Sunday, March 30, 2008

The "Impact Academic Book"

I learned a new term while visiting Oxford University Press in New York two weeks ago. Books that successfully cross the line from purely academic to trade, and that do well in trade bookstores as well as in library and institutional sales, are sometimes known as "impact academic" titles. It sounds kinda slick, so of course it made me edgy, but I have to admit the term does sum up something I've been trying to say with more words. After all, how do you define a book that stands up to scholarly scrutiny, but that also speaks to a larger audience and sells well outside of the academy? "Impact academic" will do for now, I suppose.

So how doth one write an impact academic book? Answers vary, but one way is to examine the fate of other books that accomplished this feat. We discussed many during my visit, and I took some home, including Caroline P. Murphy's Murder of a Medici Princess. It's a beautiful book with a fetching, reader-friendly cover painting of Felice della Rovere, the princess in question.
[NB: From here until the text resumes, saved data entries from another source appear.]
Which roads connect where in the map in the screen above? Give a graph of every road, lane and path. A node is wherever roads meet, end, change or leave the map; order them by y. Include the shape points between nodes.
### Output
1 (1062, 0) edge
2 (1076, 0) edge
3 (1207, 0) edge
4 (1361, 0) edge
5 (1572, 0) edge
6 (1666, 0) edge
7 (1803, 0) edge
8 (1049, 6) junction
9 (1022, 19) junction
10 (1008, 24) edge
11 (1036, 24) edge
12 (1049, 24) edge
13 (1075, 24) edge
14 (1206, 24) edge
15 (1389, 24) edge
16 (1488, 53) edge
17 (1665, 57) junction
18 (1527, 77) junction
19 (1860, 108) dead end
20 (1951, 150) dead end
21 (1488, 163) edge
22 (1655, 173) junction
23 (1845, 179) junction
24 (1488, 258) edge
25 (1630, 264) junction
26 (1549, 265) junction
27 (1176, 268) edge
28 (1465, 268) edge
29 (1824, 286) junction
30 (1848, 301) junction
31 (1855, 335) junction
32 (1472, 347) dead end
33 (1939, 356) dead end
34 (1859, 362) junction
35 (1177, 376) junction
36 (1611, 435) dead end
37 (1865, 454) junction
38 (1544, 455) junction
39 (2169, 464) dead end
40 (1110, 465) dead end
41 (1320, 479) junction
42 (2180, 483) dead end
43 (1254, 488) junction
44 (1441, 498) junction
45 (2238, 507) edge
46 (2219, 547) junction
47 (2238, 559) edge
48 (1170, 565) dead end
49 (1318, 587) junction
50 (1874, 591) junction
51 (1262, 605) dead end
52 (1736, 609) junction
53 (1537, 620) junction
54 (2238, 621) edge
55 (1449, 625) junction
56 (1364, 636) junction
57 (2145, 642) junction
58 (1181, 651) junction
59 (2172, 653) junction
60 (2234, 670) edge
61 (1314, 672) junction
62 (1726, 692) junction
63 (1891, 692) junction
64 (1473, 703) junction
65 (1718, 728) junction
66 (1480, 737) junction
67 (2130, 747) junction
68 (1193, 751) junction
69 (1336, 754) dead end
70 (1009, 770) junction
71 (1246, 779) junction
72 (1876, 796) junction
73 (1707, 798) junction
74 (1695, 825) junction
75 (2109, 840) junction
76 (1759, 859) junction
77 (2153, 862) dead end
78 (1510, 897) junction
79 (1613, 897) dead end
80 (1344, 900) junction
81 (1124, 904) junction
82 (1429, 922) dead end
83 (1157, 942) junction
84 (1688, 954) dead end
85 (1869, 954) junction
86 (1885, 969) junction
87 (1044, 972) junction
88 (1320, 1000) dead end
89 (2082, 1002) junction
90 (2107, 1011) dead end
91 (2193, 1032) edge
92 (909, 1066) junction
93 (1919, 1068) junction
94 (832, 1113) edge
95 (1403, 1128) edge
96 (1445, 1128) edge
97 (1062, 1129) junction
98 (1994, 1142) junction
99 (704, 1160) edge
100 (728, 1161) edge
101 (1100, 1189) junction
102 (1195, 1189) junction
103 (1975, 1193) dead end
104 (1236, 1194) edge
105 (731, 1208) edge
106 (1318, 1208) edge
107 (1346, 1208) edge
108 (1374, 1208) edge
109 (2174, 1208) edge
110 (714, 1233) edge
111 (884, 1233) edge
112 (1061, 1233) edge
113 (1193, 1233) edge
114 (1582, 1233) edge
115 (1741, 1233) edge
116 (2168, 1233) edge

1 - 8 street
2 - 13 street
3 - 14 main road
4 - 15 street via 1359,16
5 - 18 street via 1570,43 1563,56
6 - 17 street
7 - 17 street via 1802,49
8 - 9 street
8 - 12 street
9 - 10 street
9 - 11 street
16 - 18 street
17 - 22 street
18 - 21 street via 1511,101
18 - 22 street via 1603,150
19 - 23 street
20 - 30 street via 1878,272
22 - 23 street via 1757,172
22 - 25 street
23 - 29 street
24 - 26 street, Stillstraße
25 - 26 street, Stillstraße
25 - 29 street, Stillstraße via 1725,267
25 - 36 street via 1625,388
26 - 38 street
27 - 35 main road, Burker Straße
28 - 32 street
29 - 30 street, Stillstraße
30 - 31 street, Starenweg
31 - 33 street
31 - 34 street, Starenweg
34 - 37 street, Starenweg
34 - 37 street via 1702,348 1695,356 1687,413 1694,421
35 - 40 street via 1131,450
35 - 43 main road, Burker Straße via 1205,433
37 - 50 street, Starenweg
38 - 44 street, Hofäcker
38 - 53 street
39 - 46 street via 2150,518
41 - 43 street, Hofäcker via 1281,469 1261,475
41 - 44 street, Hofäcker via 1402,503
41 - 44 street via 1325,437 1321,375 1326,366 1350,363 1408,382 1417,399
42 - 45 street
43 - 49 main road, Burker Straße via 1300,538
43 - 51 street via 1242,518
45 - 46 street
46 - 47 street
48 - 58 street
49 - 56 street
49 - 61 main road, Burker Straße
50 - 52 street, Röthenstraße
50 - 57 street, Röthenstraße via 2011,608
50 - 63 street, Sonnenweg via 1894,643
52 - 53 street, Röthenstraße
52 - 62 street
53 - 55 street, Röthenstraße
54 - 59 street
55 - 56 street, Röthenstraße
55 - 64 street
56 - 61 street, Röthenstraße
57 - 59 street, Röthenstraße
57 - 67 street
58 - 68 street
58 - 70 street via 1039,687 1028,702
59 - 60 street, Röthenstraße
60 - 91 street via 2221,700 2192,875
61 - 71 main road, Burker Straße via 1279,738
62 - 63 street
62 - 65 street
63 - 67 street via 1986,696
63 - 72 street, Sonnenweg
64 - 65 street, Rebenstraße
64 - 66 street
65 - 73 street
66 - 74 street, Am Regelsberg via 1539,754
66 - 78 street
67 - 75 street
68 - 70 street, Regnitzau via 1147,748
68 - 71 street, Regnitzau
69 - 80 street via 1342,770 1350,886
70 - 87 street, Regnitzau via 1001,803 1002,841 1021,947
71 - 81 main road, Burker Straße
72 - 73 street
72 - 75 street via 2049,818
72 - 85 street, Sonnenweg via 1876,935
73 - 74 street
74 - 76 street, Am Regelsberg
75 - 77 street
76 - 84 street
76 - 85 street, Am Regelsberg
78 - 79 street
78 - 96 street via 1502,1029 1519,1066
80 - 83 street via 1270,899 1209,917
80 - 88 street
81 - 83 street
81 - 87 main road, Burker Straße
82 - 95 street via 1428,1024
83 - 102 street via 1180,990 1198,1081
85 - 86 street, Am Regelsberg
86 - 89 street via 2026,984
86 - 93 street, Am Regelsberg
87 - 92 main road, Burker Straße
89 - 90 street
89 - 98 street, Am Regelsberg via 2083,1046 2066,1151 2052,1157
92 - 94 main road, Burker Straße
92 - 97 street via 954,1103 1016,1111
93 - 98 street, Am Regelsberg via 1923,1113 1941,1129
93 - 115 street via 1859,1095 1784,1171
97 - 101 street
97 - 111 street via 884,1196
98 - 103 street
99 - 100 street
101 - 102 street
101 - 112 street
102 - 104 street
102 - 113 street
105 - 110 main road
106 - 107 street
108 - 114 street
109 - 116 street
Oxford priced it at $24.95, not the usual hundred or so that so many university press publishers love to insist upon. "Murder" in the title is always good for a glance or two in a busy bookstore, and the book is written in accessible style, sans criticalese or unnecessarily complicated sentences. But it's not watered down, either. Endnotes carefully document everything, the prose is still a challenge (possibly too much so for readers who devoured books like Random House's huge hit Georgiana: Duchess of Devonshire a few years ago), and it is quite comfortably an Oxfordly title, but it promises to sell far beyond the usual academic libraries.

Will Murder of a Medici Princess really be able to have it all -- that is, be taken seriously in academic circles while sustaining trade sales? It is just peeking out now along with the first spring blossoms, so it's hard to tell, but I'll watch this title with interest and report anything exciting that I may learn about its progress.